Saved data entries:
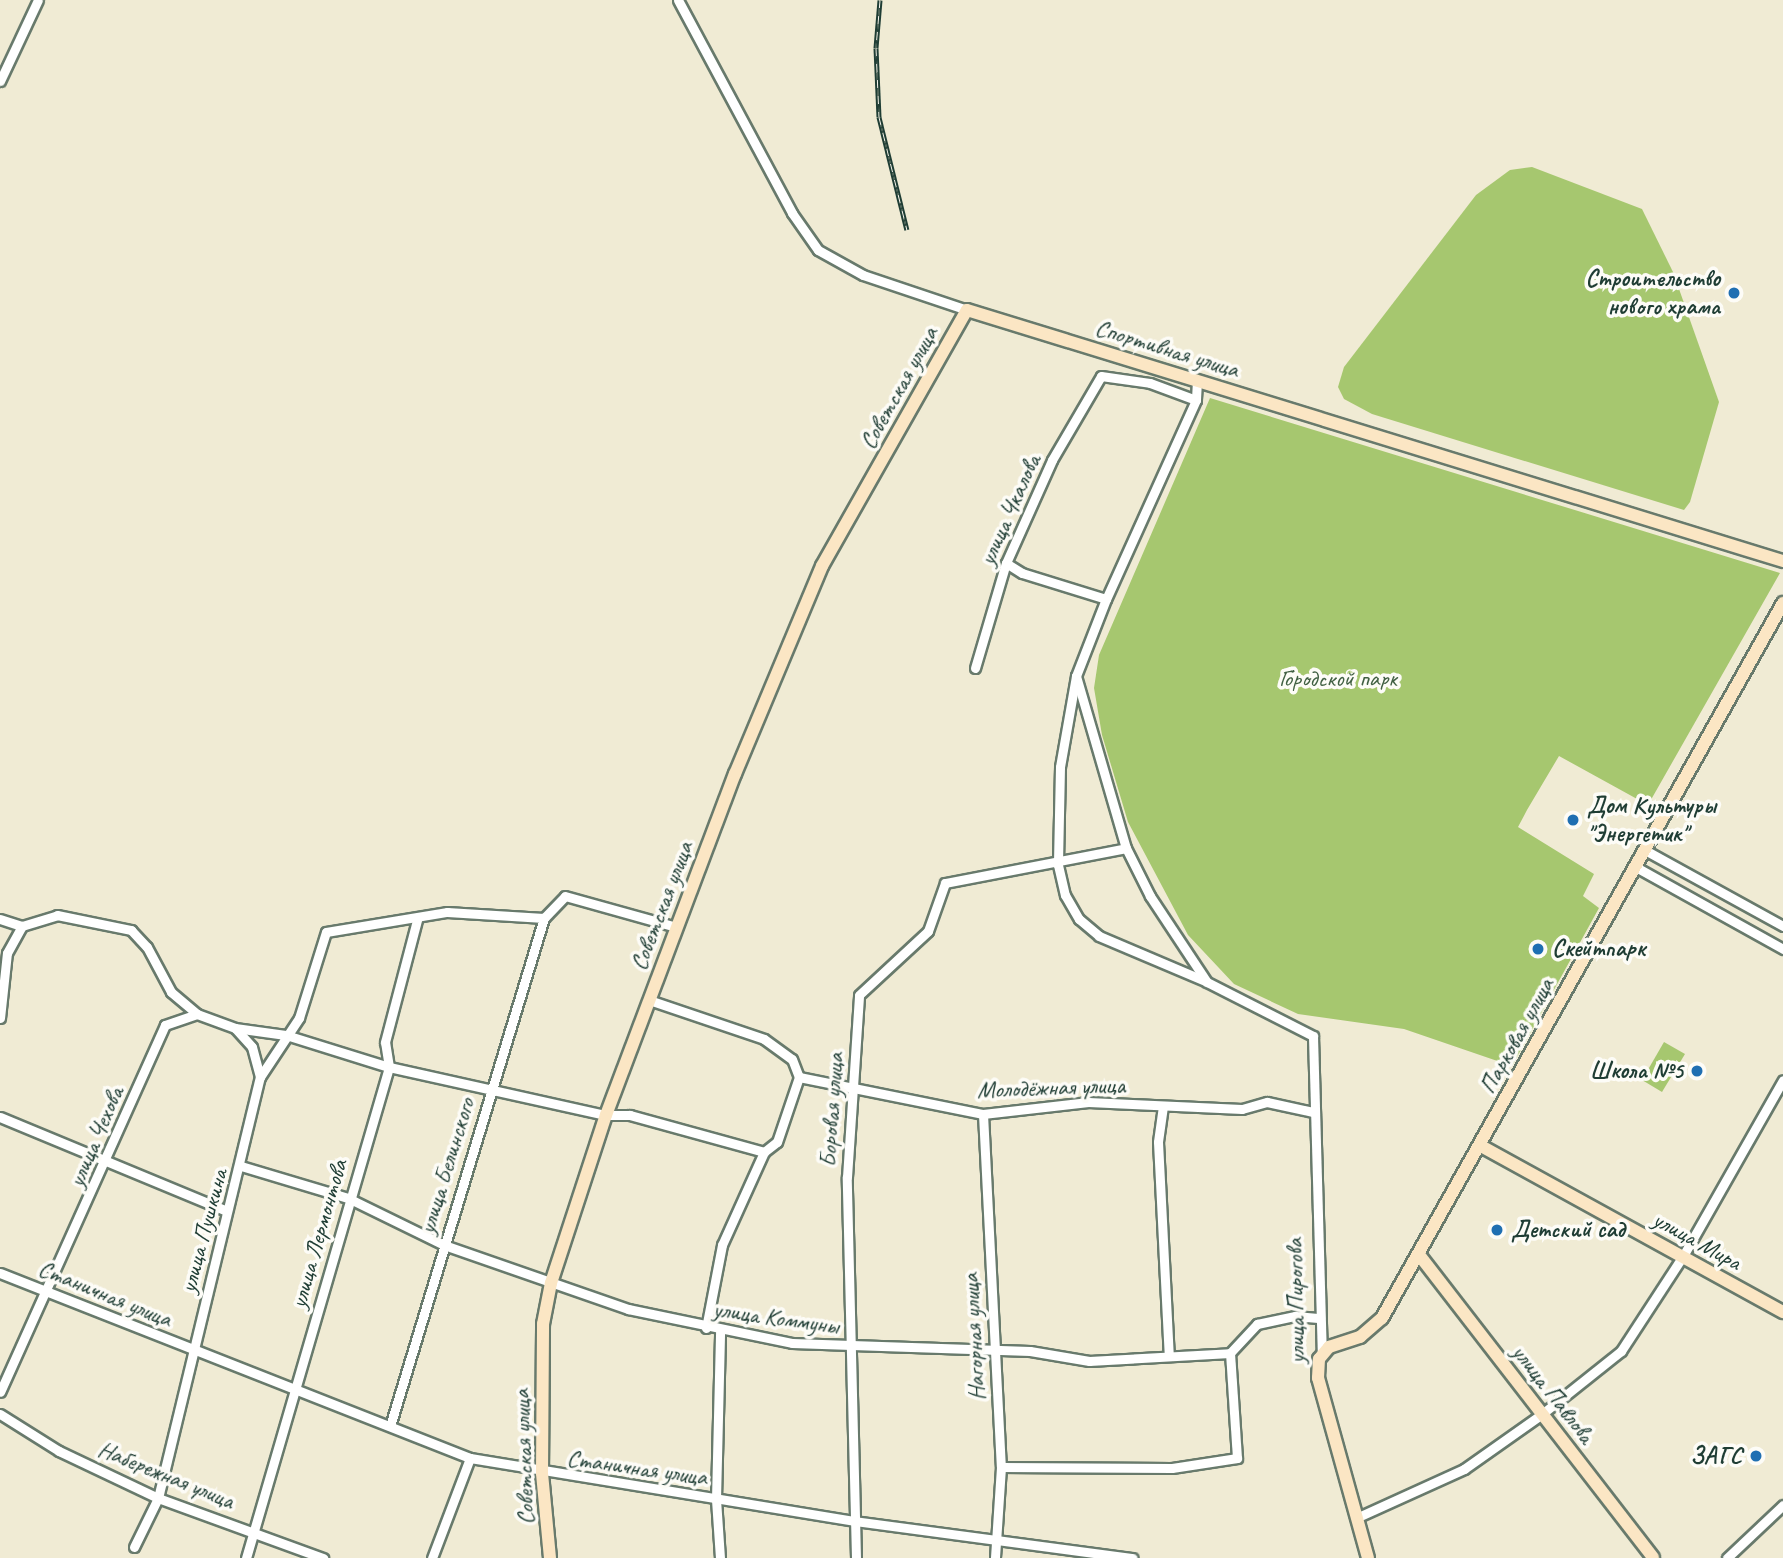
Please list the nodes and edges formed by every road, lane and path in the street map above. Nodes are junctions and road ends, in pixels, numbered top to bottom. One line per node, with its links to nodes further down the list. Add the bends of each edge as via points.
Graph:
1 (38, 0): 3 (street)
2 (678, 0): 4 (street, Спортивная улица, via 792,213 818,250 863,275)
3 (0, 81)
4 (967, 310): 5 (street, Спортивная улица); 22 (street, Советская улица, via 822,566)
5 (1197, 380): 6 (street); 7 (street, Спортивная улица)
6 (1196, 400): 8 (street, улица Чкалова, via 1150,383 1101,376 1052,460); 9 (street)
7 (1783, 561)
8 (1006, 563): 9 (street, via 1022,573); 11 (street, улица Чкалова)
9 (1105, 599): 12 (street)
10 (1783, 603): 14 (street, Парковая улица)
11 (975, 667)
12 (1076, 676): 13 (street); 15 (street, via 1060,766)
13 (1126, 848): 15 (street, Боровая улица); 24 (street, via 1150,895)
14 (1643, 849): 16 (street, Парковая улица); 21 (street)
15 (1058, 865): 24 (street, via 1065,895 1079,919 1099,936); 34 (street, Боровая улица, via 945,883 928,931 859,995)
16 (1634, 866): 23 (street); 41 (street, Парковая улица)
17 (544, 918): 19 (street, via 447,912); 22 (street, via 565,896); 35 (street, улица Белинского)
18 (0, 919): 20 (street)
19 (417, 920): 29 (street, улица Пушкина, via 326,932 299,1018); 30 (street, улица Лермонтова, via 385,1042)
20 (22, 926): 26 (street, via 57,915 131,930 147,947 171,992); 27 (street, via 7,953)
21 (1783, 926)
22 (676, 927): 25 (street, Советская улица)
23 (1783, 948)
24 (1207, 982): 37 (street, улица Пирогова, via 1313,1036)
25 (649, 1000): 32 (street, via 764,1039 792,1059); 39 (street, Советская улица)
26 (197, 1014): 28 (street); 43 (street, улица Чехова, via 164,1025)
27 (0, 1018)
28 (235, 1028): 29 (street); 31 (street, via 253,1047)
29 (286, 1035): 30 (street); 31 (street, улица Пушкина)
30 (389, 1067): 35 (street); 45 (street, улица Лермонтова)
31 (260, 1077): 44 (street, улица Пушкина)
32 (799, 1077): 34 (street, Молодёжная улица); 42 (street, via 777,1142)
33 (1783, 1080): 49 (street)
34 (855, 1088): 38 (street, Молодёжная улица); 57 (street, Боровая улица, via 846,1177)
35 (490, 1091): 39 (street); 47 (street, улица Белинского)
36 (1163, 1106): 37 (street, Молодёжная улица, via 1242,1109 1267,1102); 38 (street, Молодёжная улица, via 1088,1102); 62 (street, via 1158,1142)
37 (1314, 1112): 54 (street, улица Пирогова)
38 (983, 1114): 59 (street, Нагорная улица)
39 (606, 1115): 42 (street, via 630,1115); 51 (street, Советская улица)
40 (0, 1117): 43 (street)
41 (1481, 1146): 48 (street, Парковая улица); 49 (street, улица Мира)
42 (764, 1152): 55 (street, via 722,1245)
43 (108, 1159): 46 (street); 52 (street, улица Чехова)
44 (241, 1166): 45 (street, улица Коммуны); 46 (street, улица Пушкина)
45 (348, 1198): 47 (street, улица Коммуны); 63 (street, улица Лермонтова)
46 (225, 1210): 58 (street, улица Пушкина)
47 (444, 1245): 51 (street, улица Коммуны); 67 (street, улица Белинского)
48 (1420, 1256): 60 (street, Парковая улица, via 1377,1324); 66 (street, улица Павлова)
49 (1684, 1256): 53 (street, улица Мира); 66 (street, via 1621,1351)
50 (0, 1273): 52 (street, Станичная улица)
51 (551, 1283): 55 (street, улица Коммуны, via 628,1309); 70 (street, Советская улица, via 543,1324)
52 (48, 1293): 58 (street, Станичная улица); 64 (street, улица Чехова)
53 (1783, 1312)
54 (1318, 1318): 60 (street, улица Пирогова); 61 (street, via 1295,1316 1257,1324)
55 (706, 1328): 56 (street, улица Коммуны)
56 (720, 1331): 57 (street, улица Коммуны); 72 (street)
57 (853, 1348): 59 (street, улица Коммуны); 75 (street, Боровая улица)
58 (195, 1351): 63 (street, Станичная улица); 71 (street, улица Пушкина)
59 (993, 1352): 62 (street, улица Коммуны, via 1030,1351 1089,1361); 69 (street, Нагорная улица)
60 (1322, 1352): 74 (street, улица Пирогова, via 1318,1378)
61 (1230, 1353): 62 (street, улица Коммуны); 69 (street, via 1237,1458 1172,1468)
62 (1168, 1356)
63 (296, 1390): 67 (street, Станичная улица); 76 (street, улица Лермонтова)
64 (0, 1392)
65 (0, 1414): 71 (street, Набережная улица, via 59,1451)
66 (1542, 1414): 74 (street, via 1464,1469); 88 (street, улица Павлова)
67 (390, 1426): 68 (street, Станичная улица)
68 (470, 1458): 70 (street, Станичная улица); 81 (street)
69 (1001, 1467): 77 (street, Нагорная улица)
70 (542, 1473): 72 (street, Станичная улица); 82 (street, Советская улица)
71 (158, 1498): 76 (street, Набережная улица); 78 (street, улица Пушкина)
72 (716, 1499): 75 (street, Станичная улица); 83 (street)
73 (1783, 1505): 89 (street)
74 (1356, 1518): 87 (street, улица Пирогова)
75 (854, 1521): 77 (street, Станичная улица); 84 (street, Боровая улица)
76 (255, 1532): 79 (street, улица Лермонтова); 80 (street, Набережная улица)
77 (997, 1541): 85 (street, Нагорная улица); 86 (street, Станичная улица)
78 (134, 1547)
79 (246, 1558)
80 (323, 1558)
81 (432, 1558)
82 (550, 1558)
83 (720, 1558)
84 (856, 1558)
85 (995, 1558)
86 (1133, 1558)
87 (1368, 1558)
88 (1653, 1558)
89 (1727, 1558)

■ **EXERCISE DIRECTIONS**: What's needed is an exact copy of every entry, free of pictures.

■ **EXERCISE ANSWER**:
Please list the nodes and edges formed by every road, lane and path in the street map above. Nodes are junctions and road ends, in pixels, numbered top to bottom. One line per node, with its links to nodes further down the list. Add the bends of each edge as via points.
Graph:
1 (38, 0): 3 (street)
2 (678, 0): 4 (street, Спортивная улица, via 792,213 818,250 863,275)
3 (0, 81)
4 (967, 310): 5 (street, Спортивная улица); 22 (street, Советская улица, via 822,566)
5 (1197, 380): 6 (street); 7 (street, Спортивная улица)
6 (1196, 400): 8 (street, улица Чкалова, via 1150,383 1101,376 1052,460); 9 (street)
7 (1783, 561)
8 (1006, 563): 9 (street, via 1022,573); 11 (street, улица Чкалова)
9 (1105, 599): 12 (street)
10 (1783, 603): 14 (street, Парковая улица)
11 (975, 667)
12 (1076, 676): 13 (street); 15 (street, via 1060,766)
13 (1126, 848): 15 (street, Боровая улица); 24 (street, via 1150,895)
14 (1643, 849): 16 (street, Парковая улица); 21 (street)
15 (1058, 865): 24 (street, via 1065,895 1079,919 1099,936); 34 (street, Боровая улица, via 945,883 928,931 859,995)
16 (1634, 866): 23 (street); 41 (street, Парковая улица)
17 (544, 918): 19 (street, via 447,912); 22 (street, via 565,896); 35 (street, улица Белинского)
18 (0, 919): 20 (street)
19 (417, 920): 29 (street, улица Пушкина, via 326,932 299,1018); 30 (street, улица Лермонтова, via 385,1042)
20 (22, 926): 26 (street, via 57,915 131,930 147,947 171,992); 27 (street, via 7,953)
21 (1783, 926)
22 (676, 927): 25 (street, Советская улица)
23 (1783, 948)
24 (1207, 982): 37 (street, улица Пирогова, via 1313,1036)
25 (649, 1000): 32 (street, via 764,1039 792,1059); 39 (street, Советская улица)
26 (197, 1014): 28 (street); 43 (street, улица Чехова, via 164,1025)
27 (0, 1018)
28 (235, 1028): 29 (street); 31 (street, via 253,1047)
29 (286, 1035): 30 (street); 31 (street, улица Пушкина)
30 (389, 1067): 35 (street); 45 (street, улица Лермонтова)
31 (260, 1077): 44 (street, улица Пушкина)
32 (799, 1077): 34 (street, Молодёжная улица); 42 (street, via 777,1142)
33 (1783, 1080): 49 (street)
34 (855, 1088): 38 (street, Молодёжная улица); 57 (street, Боровая улица, via 846,1177)
35 (490, 1091): 39 (street); 47 (street, улица Белинского)
36 (1163, 1106): 37 (street, Молодёжная улица, via 1242,1109 1267,1102); 38 (street, Молодёжная улица, via 1088,1102); 62 (street, via 1158,1142)
37 (1314, 1112): 54 (street, улица Пирогова)
38 (983, 1114): 59 (street, Нагорная улица)
39 (606, 1115): 42 (street, via 630,1115); 51 (street, Советская улица)
40 (0, 1117): 43 (street)
41 (1481, 1146): 48 (street, Парковая улица); 49 (street, улица Мира)
42 (764, 1152): 55 (street, via 722,1245)
43 (108, 1159): 46 (street); 52 (street, улица Чехова)
44 (241, 1166): 45 (street, улица Коммуны); 46 (street, улица Пушкина)
45 (348, 1198): 47 (street, улица Коммуны); 63 (street, улица Лермонтова)
46 (225, 1210): 58 (street, улица Пушкина)
47 (444, 1245): 51 (street, улица Коммуны); 67 (street, улица Белинского)
48 (1420, 1256): 60 (street, Парковая улица, via 1377,1324); 66 (street, улица Павлова)
49 (1684, 1256): 53 (street, улица Мира); 66 (street, via 1621,1351)
50 (0, 1273): 52 (street, Станичная улица)
51 (551, 1283): 55 (street, улица Коммуны, via 628,1309); 70 (street, Советская улица, via 543,1324)
52 (48, 1293): 58 (street, Станичная улица); 64 (street, улица Чехова)
53 (1783, 1312)
54 (1318, 1318): 60 (street, улица Пирогова); 61 (street, via 1295,1316 1257,1324)
55 (706, 1328): 56 (street, улица Коммуны)
56 (720, 1331): 57 (street, улица Коммуны); 72 (street)
57 (853, 1348): 59 (street, улица Коммуны); 75 (street, Боровая улица)
58 (195, 1351): 63 (street, Станичная улица); 71 (street, улица Пушкина)
59 (993, 1352): 62 (street, улица Коммуны, via 1030,1351 1089,1361); 69 (street, Нагорная улица)
60 (1322, 1352): 74 (street, улица Пирогова, via 1318,1378)
61 (1230, 1353): 62 (street, улица Коммуны); 69 (street, via 1237,1458 1172,1468)
62 (1168, 1356)
63 (296, 1390): 67 (street, Станичная улица); 76 (street, улица Лермонтова)
64 (0, 1392)
65 (0, 1414): 71 (street, Набережная улица, via 59,1451)
66 (1542, 1414): 74 (street, via 1464,1469); 88 (street, улица Павлова)
67 (390, 1426): 68 (street, Станичная улица)
68 (470, 1458): 70 (street, Станичная улица); 81 (street)
69 (1001, 1467): 77 (street, Нагорная улица)
70 (542, 1473): 72 (street, Станичная улица); 82 (street, Советская улица)
71 (158, 1498): 76 (street, Набережная улица); 78 (street, улица Пушкина)
72 (716, 1499): 75 (street, Станичная улица); 83 (street)
73 (1783, 1505): 89 (street)
74 (1356, 1518): 87 (street, улица Пирогова)
75 (854, 1521): 77 (street, Станичная улица); 84 (street, Боровая улица)
76 (255, 1532): 79 (street, улица Лермонтова); 80 (street, Набережная улица)
77 (997, 1541): 85 (street, Нагорная улица); 86 (street, Станичная улица)
78 (134, 1547)
79 (246, 1558)
80 (323, 1558)
81 (432, 1558)
82 (550, 1558)
83 (720, 1558)
84 (856, 1558)
85 (995, 1558)
86 (1133, 1558)
87 (1368, 1558)
88 (1653, 1558)
89 (1727, 1558)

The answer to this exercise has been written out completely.